1Cancer Prevention Program, nzubair@fhcrc.org. 2Biostatistics and Biomathematics Program, and. 3Women's Health Initiative Clinical Coordinating Center, Public Health Sciences Division, Fred Hutchinson Cancer Research Center, Seattle, WA. 4Cancer Prevention Program.

Zubair N1, Kooperberg C2, Liu J3, Di C2, Peters U4, Neuhouser ML4.




The consumption and blood concentrations of lycopene are both positively and inversely associated with the risk of several chronic diseases. The inconsistences in lycopene disease association studies may stem from a lack of knowledge about the genetic variation in the synthesis, metabolism, and deposition of transport and binding proteins, which potentially influence serum lycopene concentrations.

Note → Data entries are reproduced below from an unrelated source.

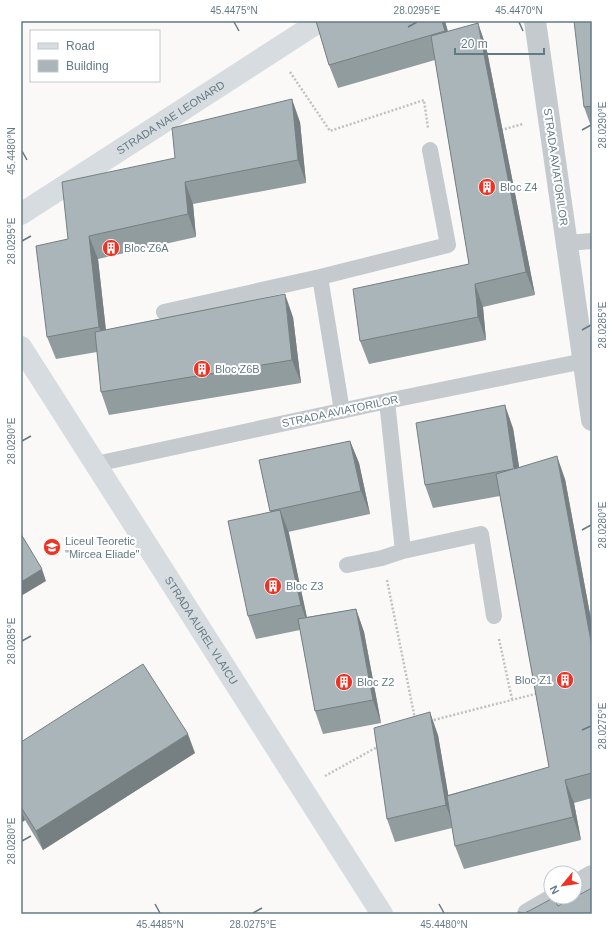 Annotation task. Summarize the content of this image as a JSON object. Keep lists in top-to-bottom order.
{
  "streets": {
    "main road": ["STRADA NAE LEONARD", "STRADA AUREL VLAICU"],
    "street": ["STRADA AVIATORILOR"]
  },
  "crossings": [
    ["STRADA AVIATORILOR", "STRADA AUREL VLAICU"]
  ],
  "places": {
    "building": [
      "Bloc Z4",
      "Bloc Z6A",
      "Bloc Z6B",
      "Bloc Z3",
      "Bloc Z1",
      "Bloc Z2"
    ],
    "school or university": ["Liceul Teoretic \"Mircea Eliade\""]
  },
  "legend": ["Road", "Building"],
  "scale_bar": "20 m",
  "north": "bottom left",
  "coordinates": [
    "45.4475°N",
    "28.0295°E",
    "45.4470°N",
    "28.0290°E",
    "45.4480°N",
    "28.0285°E",
    "28.0280°E",
    "28.0275°E",
    "45.4485°N"
  ]
}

We examined the association between variation across the genome and serum concentrations of lycopene in a multiethnic population.

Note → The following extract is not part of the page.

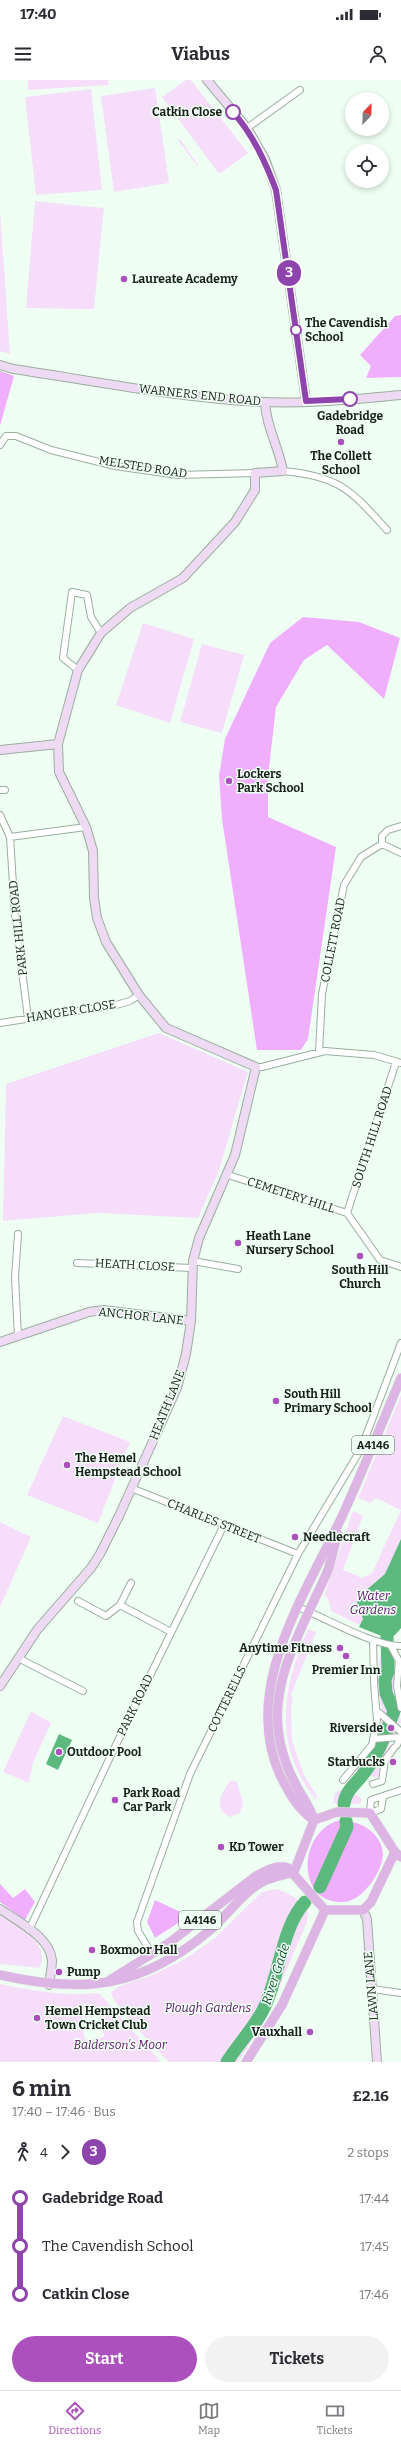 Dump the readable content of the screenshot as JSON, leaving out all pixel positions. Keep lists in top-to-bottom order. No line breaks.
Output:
{"streets":{"main road":["A4146"],"street":["WARNERS END ROAD","MELSTED ROAD","PARK HILL ROAD","COLLETT ROAD","HANGER CLOSE","SOUTH HILL ROAD","CEMETERY HILL","HEATH CLOSE","ANCHOR LANE","HEATH LANE","CHARLES STREET","COTTERELLS","PARK ROAD","LAWN LANE"]},"crossings":[["PARK HILL ROAD","HANGER CLOSE"],["SOUTH HILL ROAD","CEMETERY HILL"],["CEMETERY HILL","HEATH LANE"],["HEATH CLOSE","HEATH LANE"],["ANCHOR LANE","HEATH LANE"],["HEATH LANE","CHARLES STREET"],["A4146","COTTERELLS"],["A4146","LAWN LANE"],["CHARLES STREET","COTTERELLS"],["CHARLES STREET","PARK ROAD"]],"water":["River Gade"],"parks":["Water Gardens","Plough Gardens","Balderson's Moor"],"places":["Catkin Close","Laureate Academy","The Cavendish School","Gadebridge Road","The Collett School","Lockers Park School","Heath Lane Nursery School","South Hill Church","South Hill Primary School","The Hemel Hempstead School","Needlecraft","Anytime Fitness","Premier Inn","Riverside","Outdoor Pool","Starbucks","Park Road Car Park","KD Tower","Boxmoor Hall","Pump","Hemel Hempstead Town Cricket Club","Vauxhall"],"lines":["bus line 3"],"north":"top right","page":{"status":"17:40","header":"Viabus","on_map":"3","heading":["6 min","17:40 – 17:46 · Bus","£2.16"],"legs":["4","3","2 stops"],"list":[{"name":"Gadebridge Road","value":"17:44"},{"name":"The Cavendish School","value":"17:45"},{"name":"Catkin Close","value":"17:46"}],"buttons":["Start","Tickets"],"tabs":["Directions","Map","Tickets"]}}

Participants included African (n = 914), Hispanic (n = 464), and European (n = 1203) American postmenopausal women from the Women’s Health Initiative. We analyzed ∼7 million single nucleotide polymorphisms (SNPs). Linear regression models were used to assess associations between each SNP and serum concentrations (log transformed, continuous) of lycopene; we adjusted for age, body mass index, and population substructure. Models were run separately by ethnicity, and results were combined in a transethnic fixed-effects meta-analysis.


In the meta-analysis, the scavenger receptor class B, member 1 (SCARB1) gene, which encodes for a cholesterol membrane transporter, was significantly associated with lycopene concentrations (rs1672879; P < 2.68 × 10(-9)). Each additional G allele resulted in a 12% decrease in lycopene concentrations for African Americans, 20% decrease for Hispanic Americans, and 9% decrease for European Americans. In addition, 2 regions were significantly associated with serum lycopene concentrations in African Americans: the slit homolog 3 gene (SLIT3), which serves as a molecular guidance cue in cellular migration, and the dehydrogenase/reductase (SDR family) member 2 (DHRS2) gene, which codes for an oxidoreductase that mitigates the breakdown of steroids.


We found 3 novel loci associated with serum lycopene concentrations, 2 of which were specific to African Americans. Future functional studies looking at these specific genes may provide insight into the metabolism and underlying function of lycopene in humans, which may further elucidate lycopene’s influence on disease risk and health. This trial was registered at clinicaltrials.gov as NCT00000611.